[[ Given records open ]]

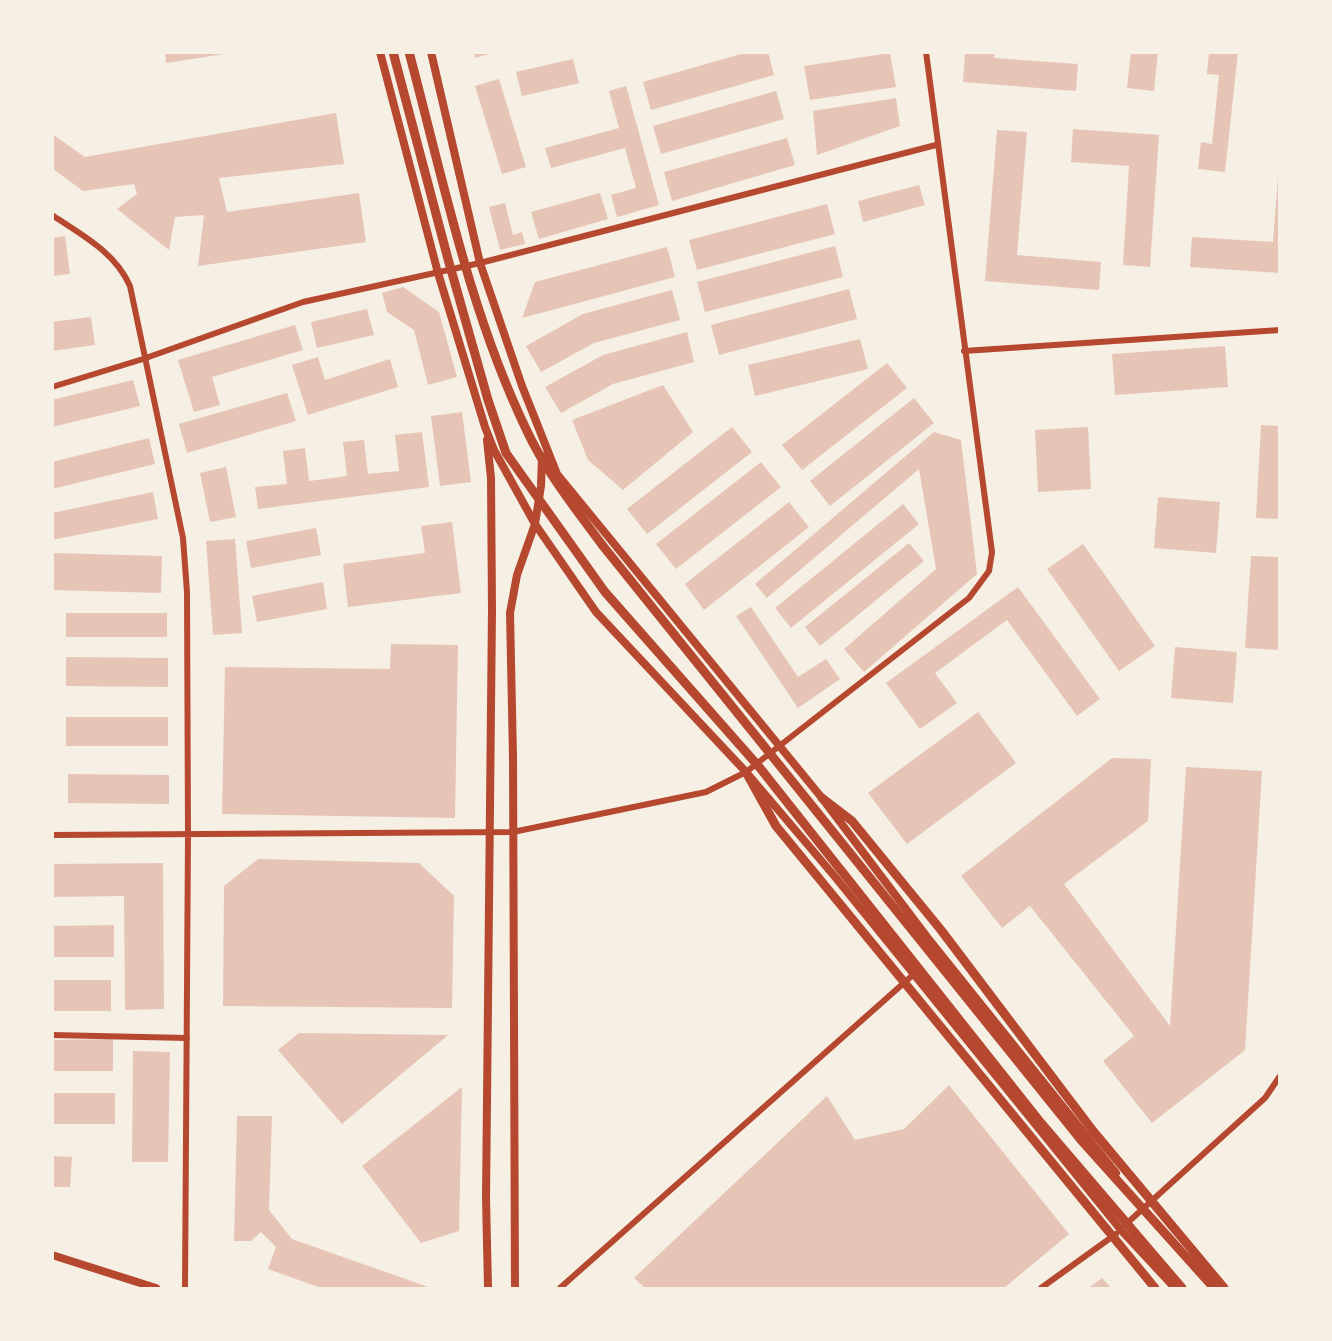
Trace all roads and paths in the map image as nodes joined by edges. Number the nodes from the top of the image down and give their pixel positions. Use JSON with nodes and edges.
{"nodes":[{"id":1,"x":380,"y":52,"type":"edge"},
{"id":2,"x":393,"y":52,"type":"edge"},
{"id":3,"x":410,"y":52,"type":"edge"},
{"id":4,"x":431,"y":52,"type":"edge"},
{"id":5,"x":926,"y":52,"type":"edge"},
{"id":6,"x":936,"y":145,"type":"junction"},
{"id":7,"x":52,"y":215,"type":"edge"},
{"id":8,"x":480,"y":263,"type":"junction"},
{"id":9,"x":438,"y":273,"type":"junction"},
{"id":10,"x":1280,"y":330,"type":"edge"},
{"id":11,"x":964,"y":351,"type":"junction"},
{"id":12,"x":143,"y":360,"type":"junction"},
{"id":13,"x":52,"y":387,"type":"edge"},
{"id":14,"x":485,"y":427,"type":"junction"},
{"id":15,"x":543,"y":439,"type":"junction"},
{"id":16,"x":535,"y":524,"type":"junction"},
{"id":17,"x":779,"y":745,"type":"junction"},
{"id":18,"x":747,"y":772,"type":"junction"},
{"id":19,"x":822,"y":798,"type":"junction"},
{"id":20,"x":513,"y":831,"type":"junction"},
{"id":21,"x":491,"y":832,"type":"junction"},
{"id":22,"x":52,"y":835,"type":"edge"},
{"id":23,"x":188,"y":835,"type":"junction"},
{"id":24,"x":914,"y":974,"type":"junction"},
{"id":25,"x":52,"y":1035,"type":"edge"},
{"id":26,"x":187,"y":1038,"type":"junction"},
{"id":27,"x":1280,"y":1076,"type":"edge"},
{"id":28,"x":1144,"y":1208,"type":"junction"},
{"id":29,"x":1120,"y":1230,"type":"junction"},
{"id":30,"x":52,"y":1256,"type":"edge"},
{"id":31,"x":156,"y":1288,"type":"edge"},
{"id":32,"x":185,"y":1288,"type":"edge"},
{"id":33,"x":488,"y":1288,"type":"edge"},
{"id":34,"x":514,"y":1288,"type":"edge"},
{"id":35,"x":560,"y":1288,"type":"edge"},
{"id":36,"x":1041,"y":1288,"type":"edge"},
{"id":37,"x":1155,"y":1288,"type":"edge"},
{"id":38,"x":1175,"y":1288,"type":"edge"},
{"id":39,"x":1182,"y":1288,"type":"edge"},
{"id":40,"x":1214,"y":1288,"type":"edge"},
{"id":41,"x":1224,"y":1288,"type":"edge"}],
"edges":[{"from":1,"to":9,"type":"main road"},
{"from":2,"to":39,"type":"highway"},
{"from":3,"to":40,"type":"highway"},
{"from":4,"to":8,"type":"main road"},
{"from":5,"to":6,"type":"street"},
{"from":6,"to":8,"type":"street"},
{"from":6,"to":11,"type":"street"},
{"from":7,"to":12,"type":"street"},
{"from":8,"to":9,"type":"street"},
{"from":8,"to":15,"type":"main road"},
{"from":9,"to":12,"type":"street"},
{"from":9,"to":14,"type":"main road"},
{"from":10,"to":11,"type":"street"},
{"from":11,"to":17,"type":"street"},
{"from":12,"to":13,"type":"street"},
{"from":12,"to":23,"type":"street"},
{"from":14,"to":16,"type":"main road"},
{"from":14,"to":21,"type":"main road"},
{"from":15,"to":16,"type":"main road"},
{"from":15,"to":17,"type":"main road"},
{"from":16,"to":18,"type":"main road"},
{"from":16,"to":20,"type":"main road"},
{"from":17,"to":18,"type":"street"},
{"from":17,"to":19,"type":"main road"},
{"from":18,"to":20,"type":"street"},
{"from":18,"to":24,"type":"main road"},
{"from":18,"to":37,"type":"highway"},
{"from":19,"to":28,"type":"main road"},
{"from":19,"to":41,"type":"highway"},
{"from":20,"to":21,"type":"street"},
{"from":20,"to":34,"type":"main road"},
{"from":21,"to":23,"type":"street"},
{"from":21,"to":33,"type":"main road"},
{"from":22,"to":23,"type":"street"},
{"from":23,"to":26,"type":"street"},
{"from":24,"to":29,"type":"main road"},
{"from":24,"to":35,"type":"street"},
{"from":25,"to":26,"type":"street"},
{"from":26,"to":32,"type":"street"},
{"from":27,"to":28,"type":"street"},
{"from":28,"to":29,"type":"street"},
{"from":28,"to":41,"type":"street"},
{"from":29,"to":36,"type":"street"},
{"from":29,"to":38,"type":"main road"},
{"from":30,"to":31,"type":"street"}]}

[[ Given records closed ]]

▶ [Work to complete]:
Output the whole listing again, exactly, without its pictures.

▶ [The answer]:
Trace all roads and paths in the map image as nodes joined by edges. Number the nodes from the top of the image down and give their pixel positions. Use JSON with nodes and edges.
{"nodes":[{"id":1,"x":380,"y":52,"type":"edge"},
{"id":2,"x":393,"y":52,"type":"edge"},
{"id":3,"x":410,"y":52,"type":"edge"},
{"id":4,"x":431,"y":52,"type":"edge"},
{"id":5,"x":926,"y":52,"type":"edge"},
{"id":6,"x":936,"y":145,"type":"junction"},
{"id":7,"x":52,"y":215,"type":"edge"},
{"id":8,"x":480,"y":263,"type":"junction"},
{"id":9,"x":438,"y":273,"type":"junction"},
{"id":10,"x":1280,"y":330,"type":"edge"},
{"id":11,"x":964,"y":351,"type":"junction"},
{"id":12,"x":143,"y":360,"type":"junction"},
{"id":13,"x":52,"y":387,"type":"edge"},
{"id":14,"x":485,"y":427,"type":"junction"},
{"id":15,"x":543,"y":439,"type":"junction"},
{"id":16,"x":535,"y":524,"type":"junction"},
{"id":17,"x":779,"y":745,"type":"junction"},
{"id":18,"x":747,"y":772,"type":"junction"},
{"id":19,"x":822,"y":798,"type":"junction"},
{"id":20,"x":513,"y":831,"type":"junction"},
{"id":21,"x":491,"y":832,"type":"junction"},
{"id":22,"x":52,"y":835,"type":"edge"},
{"id":23,"x":188,"y":835,"type":"junction"},
{"id":24,"x":914,"y":974,"type":"junction"},
{"id":25,"x":52,"y":1035,"type":"edge"},
{"id":26,"x":187,"y":1038,"type":"junction"},
{"id":27,"x":1280,"y":1076,"type":"edge"},
{"id":28,"x":1144,"y":1208,"type":"junction"},
{"id":29,"x":1120,"y":1230,"type":"junction"},
{"id":30,"x":52,"y":1256,"type":"edge"},
{"id":31,"x":156,"y":1288,"type":"edge"},
{"id":32,"x":185,"y":1288,"type":"edge"},
{"id":33,"x":488,"y":1288,"type":"edge"},
{"id":34,"x":514,"y":1288,"type":"edge"},
{"id":35,"x":560,"y":1288,"type":"edge"},
{"id":36,"x":1041,"y":1288,"type":"edge"},
{"id":37,"x":1155,"y":1288,"type":"edge"},
{"id":38,"x":1175,"y":1288,"type":"edge"},
{"id":39,"x":1182,"y":1288,"type":"edge"},
{"id":40,"x":1214,"y":1288,"type":"edge"},
{"id":41,"x":1224,"y":1288,"type":"edge"}],
"edges":[{"from":1,"to":9,"type":"main road"},
{"from":2,"to":39,"type":"highway"},
{"from":3,"to":40,"type":"highway"},
{"from":4,"to":8,"type":"main road"},
{"from":5,"to":6,"type":"street"},
{"from":6,"to":8,"type":"street"},
{"from":6,"to":11,"type":"street"},
{"from":7,"to":12,"type":"street"},
{"from":8,"to":9,"type":"street"},
{"from":8,"to":15,"type":"main road"},
{"from":9,"to":12,"type":"street"},
{"from":9,"to":14,"type":"main road"},
{"from":10,"to":11,"type":"street"},
{"from":11,"to":17,"type":"street"},
{"from":12,"to":13,"type":"street"},
{"from":12,"to":23,"type":"street"},
{"from":14,"to":16,"type":"main road"},
{"from":14,"to":21,"type":"main road"},
{"from":15,"to":16,"type":"main road"},
{"from":15,"to":17,"type":"main road"},
{"from":16,"to":18,"type":"main road"},
{"from":16,"to":20,"type":"main road"},
{"from":17,"to":18,"type":"street"},
{"from":17,"to":19,"type":"main road"},
{"from":18,"to":20,"type":"street"},
{"from":18,"to":24,"type":"main road"},
{"from":18,"to":37,"type":"highway"},
{"from":19,"to":28,"type":"main road"},
{"from":19,"to":41,"type":"highway"},
{"from":20,"to":21,"type":"street"},
{"from":20,"to":34,"type":"main road"},
{"from":21,"to":23,"type":"street"},
{"from":21,"to":33,"type":"main road"},
{"from":22,"to":23,"type":"street"},
{"from":23,"to":26,"type":"street"},
{"from":24,"to":29,"type":"main road"},
{"from":24,"to":35,"type":"street"},
{"from":25,"to":26,"type":"street"},
{"from":26,"to":32,"type":"street"},
{"from":27,"to":28,"type":"street"},
{"from":28,"to":29,"type":"street"},
{"from":28,"to":41,"type":"street"},
{"from":29,"to":36,"type":"street"},
{"from":29,"to":38,"type":"main road"},
{"from":30,"to":31,"type":"street"}]}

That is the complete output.